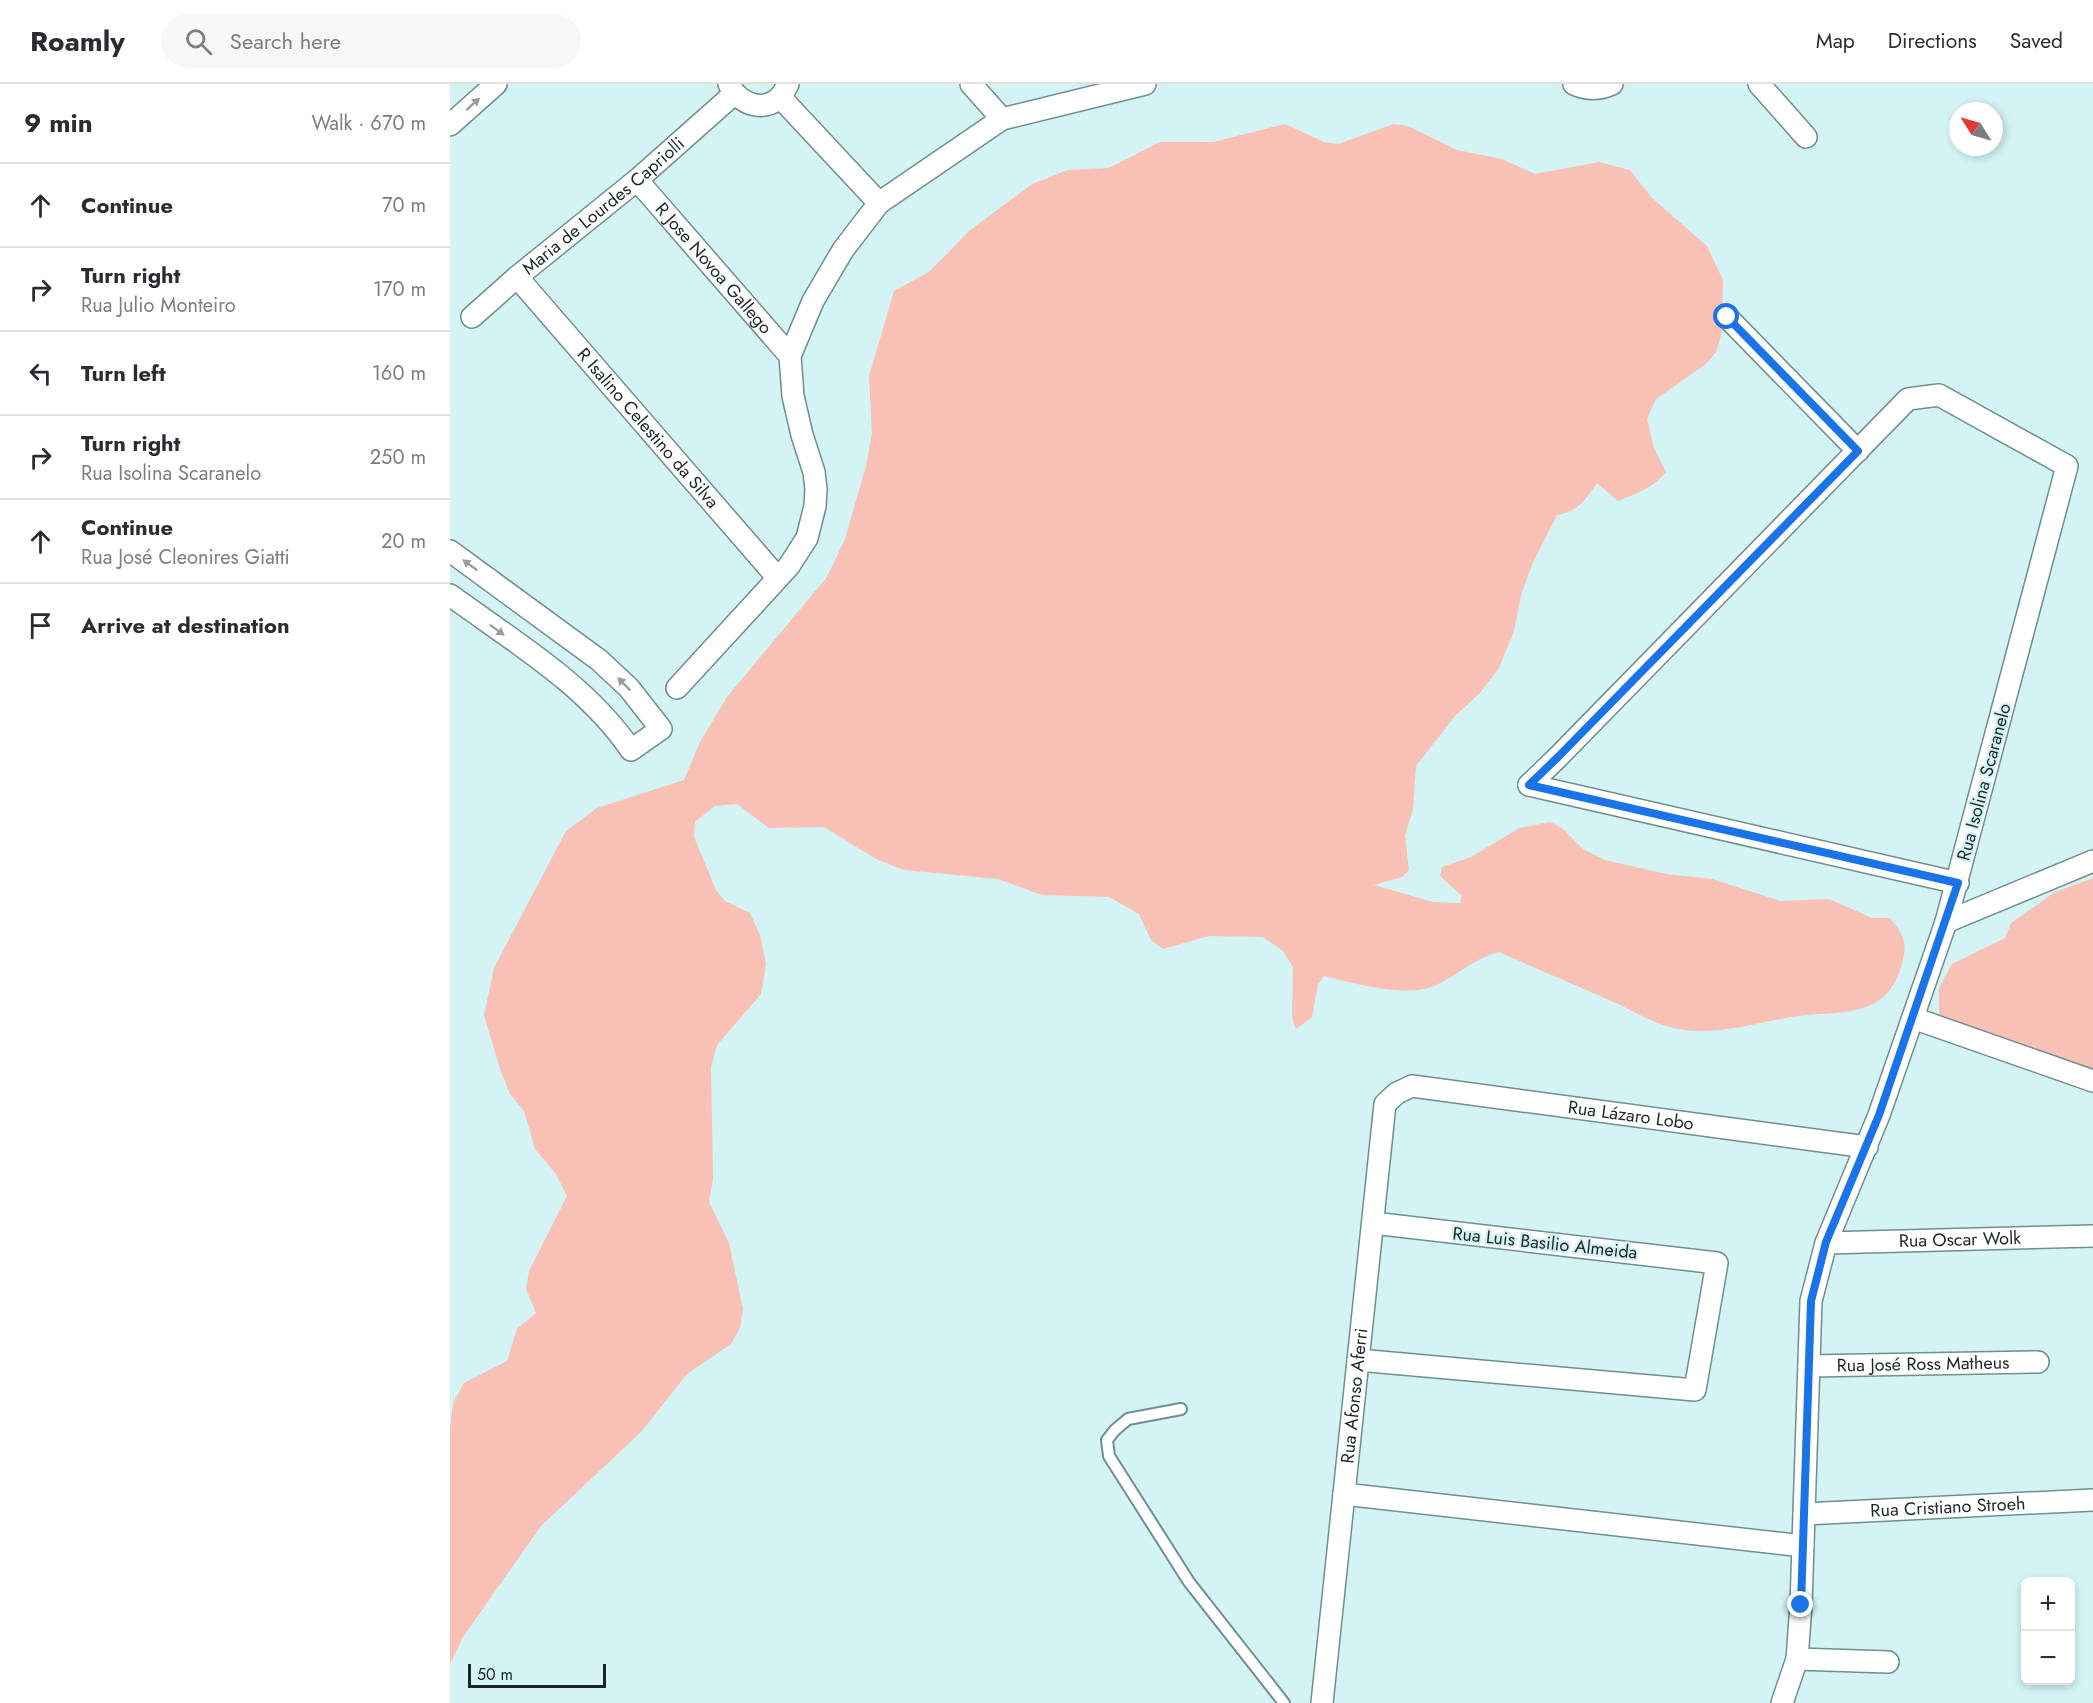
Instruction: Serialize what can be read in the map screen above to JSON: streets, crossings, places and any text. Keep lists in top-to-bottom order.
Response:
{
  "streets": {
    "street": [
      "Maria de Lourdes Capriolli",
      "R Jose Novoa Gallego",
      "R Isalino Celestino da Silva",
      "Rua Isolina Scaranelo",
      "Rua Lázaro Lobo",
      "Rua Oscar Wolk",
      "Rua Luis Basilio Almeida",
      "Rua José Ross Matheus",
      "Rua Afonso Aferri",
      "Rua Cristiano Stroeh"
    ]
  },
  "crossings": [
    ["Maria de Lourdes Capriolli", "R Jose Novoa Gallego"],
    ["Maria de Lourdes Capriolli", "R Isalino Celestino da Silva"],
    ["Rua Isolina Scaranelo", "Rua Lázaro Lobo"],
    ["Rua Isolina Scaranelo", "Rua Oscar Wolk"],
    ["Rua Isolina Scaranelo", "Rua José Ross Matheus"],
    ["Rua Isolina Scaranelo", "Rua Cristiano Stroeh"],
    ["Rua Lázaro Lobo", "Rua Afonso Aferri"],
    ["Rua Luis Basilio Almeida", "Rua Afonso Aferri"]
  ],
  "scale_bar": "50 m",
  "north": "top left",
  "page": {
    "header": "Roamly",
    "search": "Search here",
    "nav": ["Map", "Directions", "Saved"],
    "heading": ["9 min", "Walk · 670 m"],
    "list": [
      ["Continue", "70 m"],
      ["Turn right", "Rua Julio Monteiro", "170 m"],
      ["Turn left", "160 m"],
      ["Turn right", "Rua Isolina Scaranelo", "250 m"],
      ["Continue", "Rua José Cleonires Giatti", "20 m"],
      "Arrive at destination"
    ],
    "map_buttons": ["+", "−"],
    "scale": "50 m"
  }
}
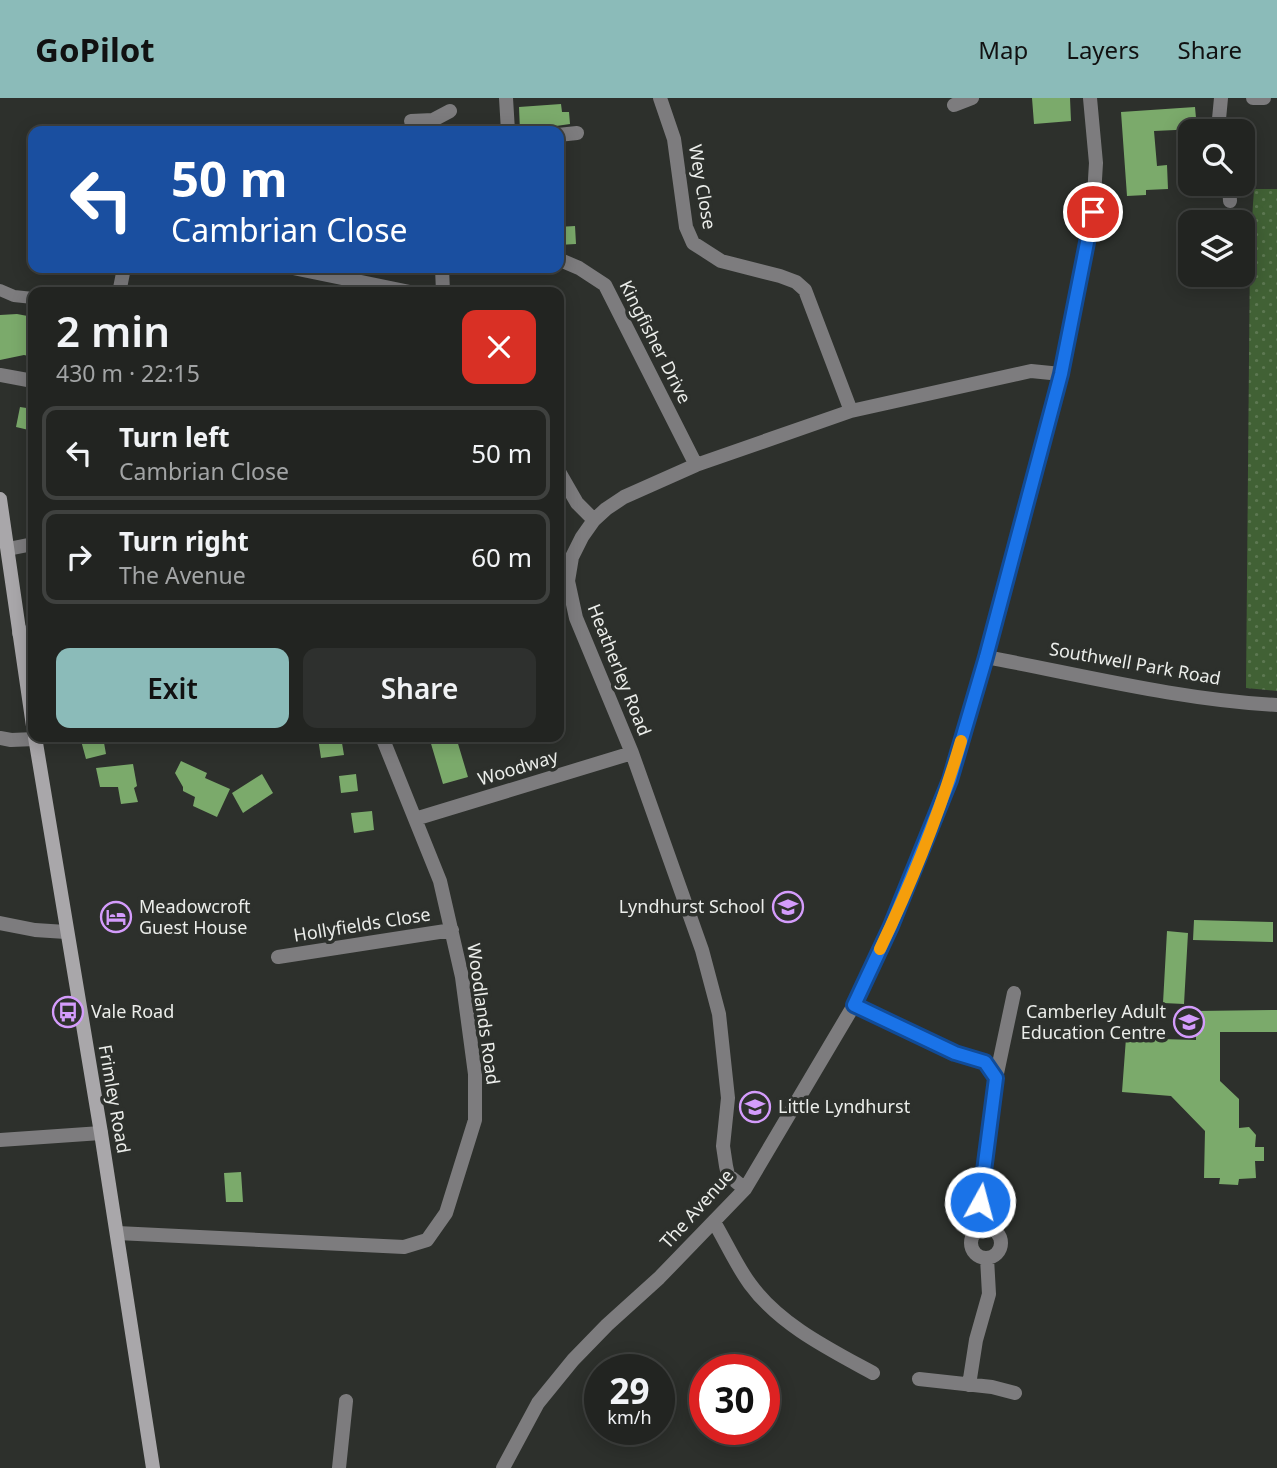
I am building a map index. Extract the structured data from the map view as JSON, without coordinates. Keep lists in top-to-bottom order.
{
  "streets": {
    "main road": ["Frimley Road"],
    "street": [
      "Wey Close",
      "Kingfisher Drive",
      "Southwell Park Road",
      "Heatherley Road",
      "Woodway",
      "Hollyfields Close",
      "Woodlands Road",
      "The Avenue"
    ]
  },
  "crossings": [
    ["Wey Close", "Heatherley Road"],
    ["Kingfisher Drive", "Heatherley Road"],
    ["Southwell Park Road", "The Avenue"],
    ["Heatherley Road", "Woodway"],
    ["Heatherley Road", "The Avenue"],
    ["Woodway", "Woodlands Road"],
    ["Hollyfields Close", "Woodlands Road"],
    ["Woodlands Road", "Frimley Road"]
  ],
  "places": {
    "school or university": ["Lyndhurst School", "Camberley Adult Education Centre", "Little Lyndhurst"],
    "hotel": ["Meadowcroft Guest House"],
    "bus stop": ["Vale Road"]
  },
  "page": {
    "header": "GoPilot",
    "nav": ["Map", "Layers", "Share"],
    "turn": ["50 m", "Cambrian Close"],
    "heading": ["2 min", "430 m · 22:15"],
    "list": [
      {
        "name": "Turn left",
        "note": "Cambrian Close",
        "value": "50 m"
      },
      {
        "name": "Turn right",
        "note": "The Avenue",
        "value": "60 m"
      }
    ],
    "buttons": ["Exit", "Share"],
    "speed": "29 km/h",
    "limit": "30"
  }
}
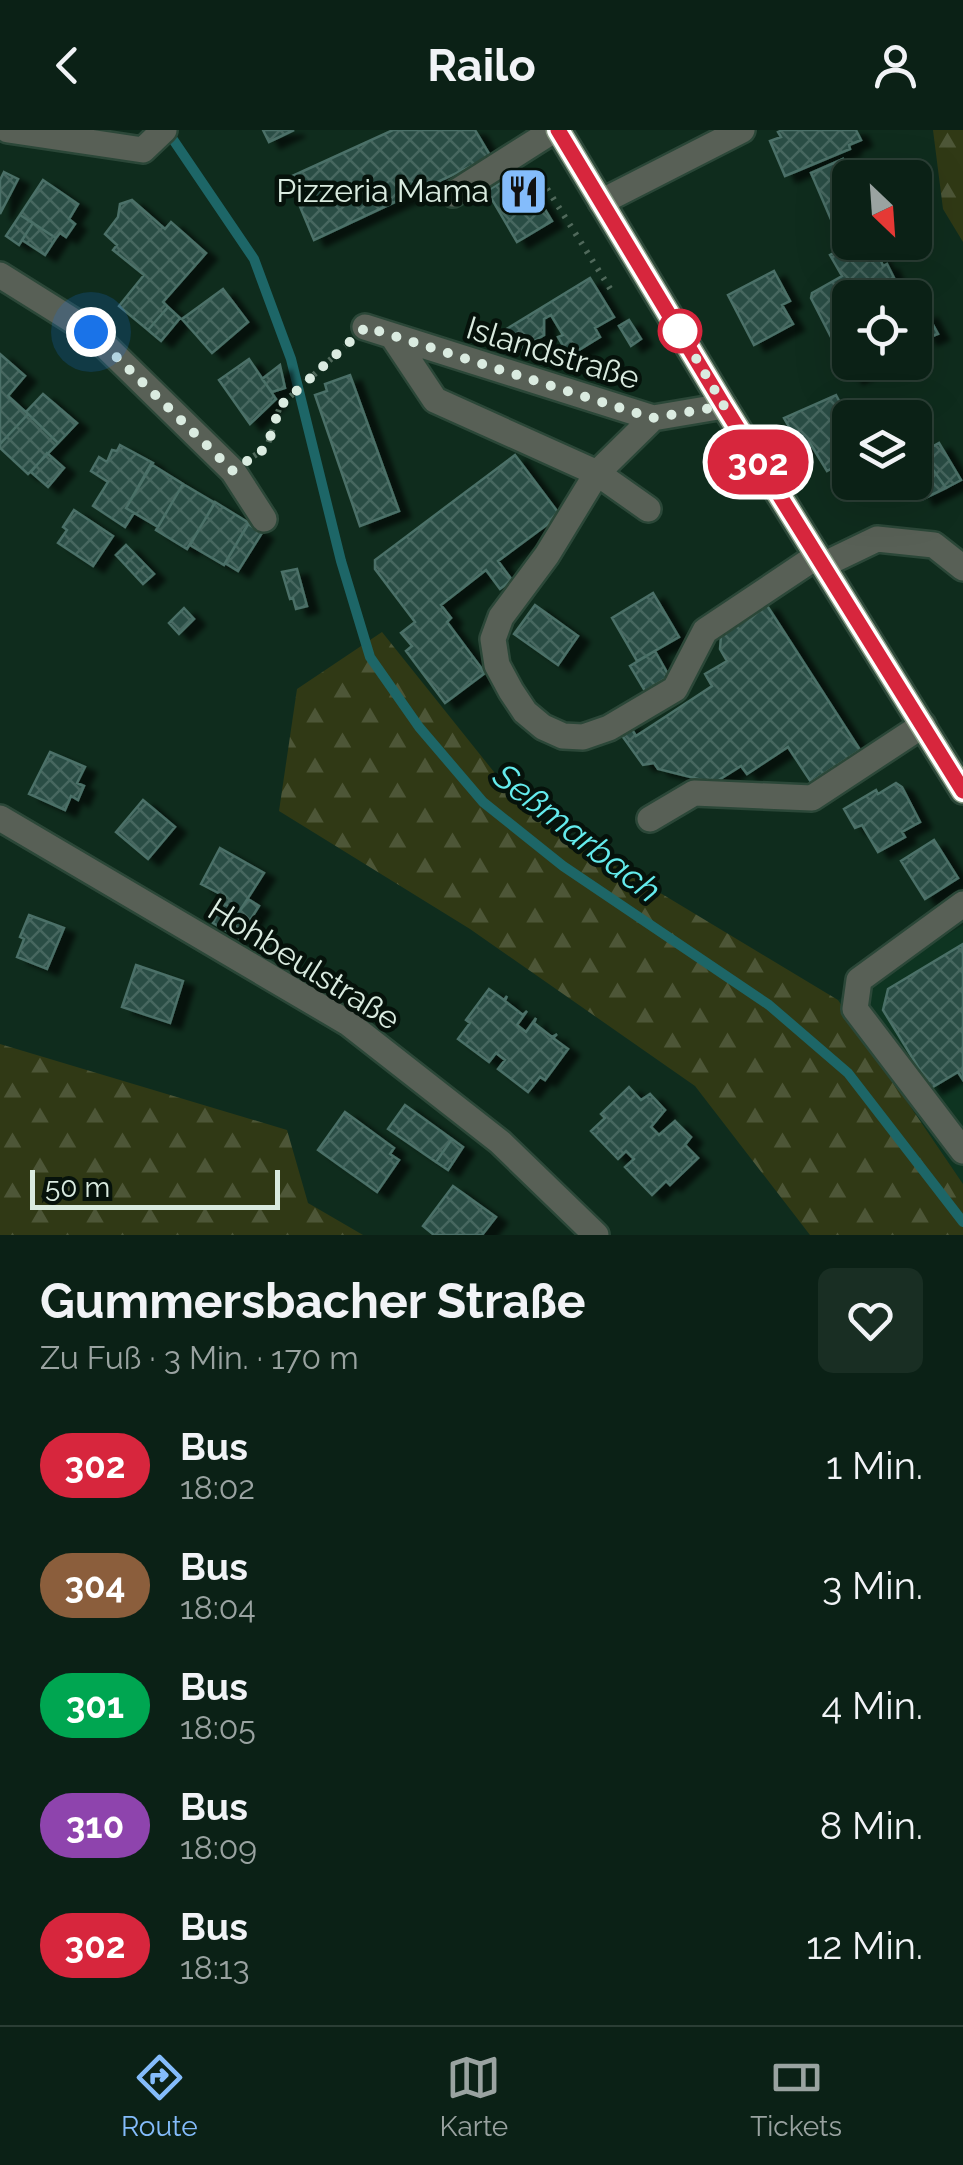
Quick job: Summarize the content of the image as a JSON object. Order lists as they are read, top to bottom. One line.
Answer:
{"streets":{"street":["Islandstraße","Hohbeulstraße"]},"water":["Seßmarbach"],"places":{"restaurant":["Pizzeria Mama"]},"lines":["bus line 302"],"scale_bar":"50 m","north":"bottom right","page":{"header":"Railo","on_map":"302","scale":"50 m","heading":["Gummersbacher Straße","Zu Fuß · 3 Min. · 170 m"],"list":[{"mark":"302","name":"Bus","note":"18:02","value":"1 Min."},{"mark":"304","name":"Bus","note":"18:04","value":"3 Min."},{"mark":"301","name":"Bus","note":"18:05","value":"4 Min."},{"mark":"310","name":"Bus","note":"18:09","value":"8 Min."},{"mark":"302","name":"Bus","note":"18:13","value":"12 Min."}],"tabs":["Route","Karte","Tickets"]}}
§ §
■ **WHAT YOU HAVE TO DO**:
Retype every entry word for word, but do not carry over the pictures.

■ **RESPONSE BOX**:
Instruction: Serialize what can be read in the map screen above to JSON: streets, crossings, places and any text. Keep lists in top-to-bottom order.
Response:
{
  "streets": {
    "street": [
      "Maria de Lourdes Capriolli",
      "R Jose Novoa Gallego",
      "R Isalino Celestino da Silva",
      "Rua Isolina Scaranelo",
      "Rua Lázaro Lobo",
      "Rua Oscar Wolk",
      "Rua Luis Basilio Almeida",
      "Rua José Ross Matheus",
      "Rua Afonso Aferri",
      "Rua Cristiano Stroeh"
    ]
  },
  "crossings": [
    ["Maria de Lourdes Capriolli", "R Jose Novoa Gallego"],
    ["Maria de Lourdes Capriolli", "R Isalino Celestino da Silva"],
    ["Rua Isolina Scaranelo", "Rua Lázaro Lobo"],
    ["Rua Isolina Scaranelo", "Rua Oscar Wolk"],
    ["Rua Isolina Scaranelo", "Rua José Ross Matheus"],
    ["Rua Isolina Scaranelo", "Rua Cristiano Stroeh"],
    ["Rua Lázaro Lobo", "Rua Afonso Aferri"],
    ["Rua Luis Basilio Almeida", "Rua Afonso Aferri"]
  ],
  "scale_bar": "50 m",
  "north": "top left",
  "page": {
    "header": "Roamly",
    "search": "Search here",
    "nav": ["Map", "Directions", "Saved"],
    "heading": ["9 min", "Walk · 670 m"],
    "list": [
      ["Continue", "70 m"],
      ["Turn right", "Rua Julio Monteiro", "170 m"],
      ["Turn left", "160 m"],
      ["Turn right", "Rua Isolina Scaranelo", "250 m"],
      ["Continue", "Rua José Cleonires Giatti", "20 m"],
      "Arrive at destination"
    ],
    "map_buttons": ["+", "−"],
    "scale": "50 m"
  }
}
I am building a map index. Extract the structured data from the map view as JSON, without coordinates. Keep lists in top-to-bottom order.
{
  "streets": {
    "main road": ["Frimley Road"],
    "street": [
      "Wey Close",
      "Kingfisher Drive",
      "Southwell Park Road",
      "Heatherley Road",
      "Woodway",
      "Hollyfields Close",
      "Woodlands Road",
      "The Avenue"
    ]
  },
  "crossings": [
    ["Wey Close", "Heatherley Road"],
    ["Kingfisher Drive", "Heatherley Road"],
    ["Southwell Park Road", "The Avenue"],
    ["Heatherley Road", "Woodway"],
    ["Heatherley Road", "The Avenue"],
    ["Woodway", "Woodlands Road"],
    ["Hollyfields Close", "Woodlands Road"],
    ["Woodlands Road", "Frimley Road"]
  ],
  "places": {
    "school or university": ["Lyndhurst School", "Camberley Adult Education Centre", "Little Lyndhurst"],
    "hotel": ["Meadowcroft Guest House"],
    "bus stop": ["Vale Road"]
  },
  "page": {
    "header": "GoPilot",
    "nav": ["Map", "Layers", "Share"],
    "turn": ["50 m", "Cambrian Close"],
    "heading": ["2 min", "430 m · 22:15"],
    "list": [
      {
        "name": "Turn left",
        "note": "Cambrian Close",
        "value": "50 m"
      },
      {
        "name": "Turn right",
        "note": "The Avenue",
        "value": "60 m"
      }
    ],
    "buttons": ["Exit", "Share"],
    "speed": "29 km/h",
    "limit": "30"
  }
}
Quick job: Summarize the content of the image as a JSON object. Order lists as they are read, top to bottom. One line.
Answer:
{"streets":{"street":["Islandstraße","Hohbeulstraße"]},"water":["Seßmarbach"],"places":{"restaurant":["Pizzeria Mama"]},"lines":["bus line 302"],"scale_bar":"50 m","north":"bottom right","page":{"header":"Railo","on_map":"302","scale":"50 m","heading":["Gummersbacher Straße","Zu Fuß · 3 Min. · 170 m"],"list":[{"mark":"302","name":"Bus","note":"18:02","value":"1 Min."},{"mark":"304","name":"Bus","note":"18:04","value":"3 Min."},{"mark":"301","name":"Bus","note":"18:05","value":"4 Min."},{"mark":"310","name":"Bus","note":"18:09","value":"8 Min."},{"mark":"302","name":"Bus","note":"18:13","value":"12 Min."}],"tabs":["Route","Karte","Tickets"]}}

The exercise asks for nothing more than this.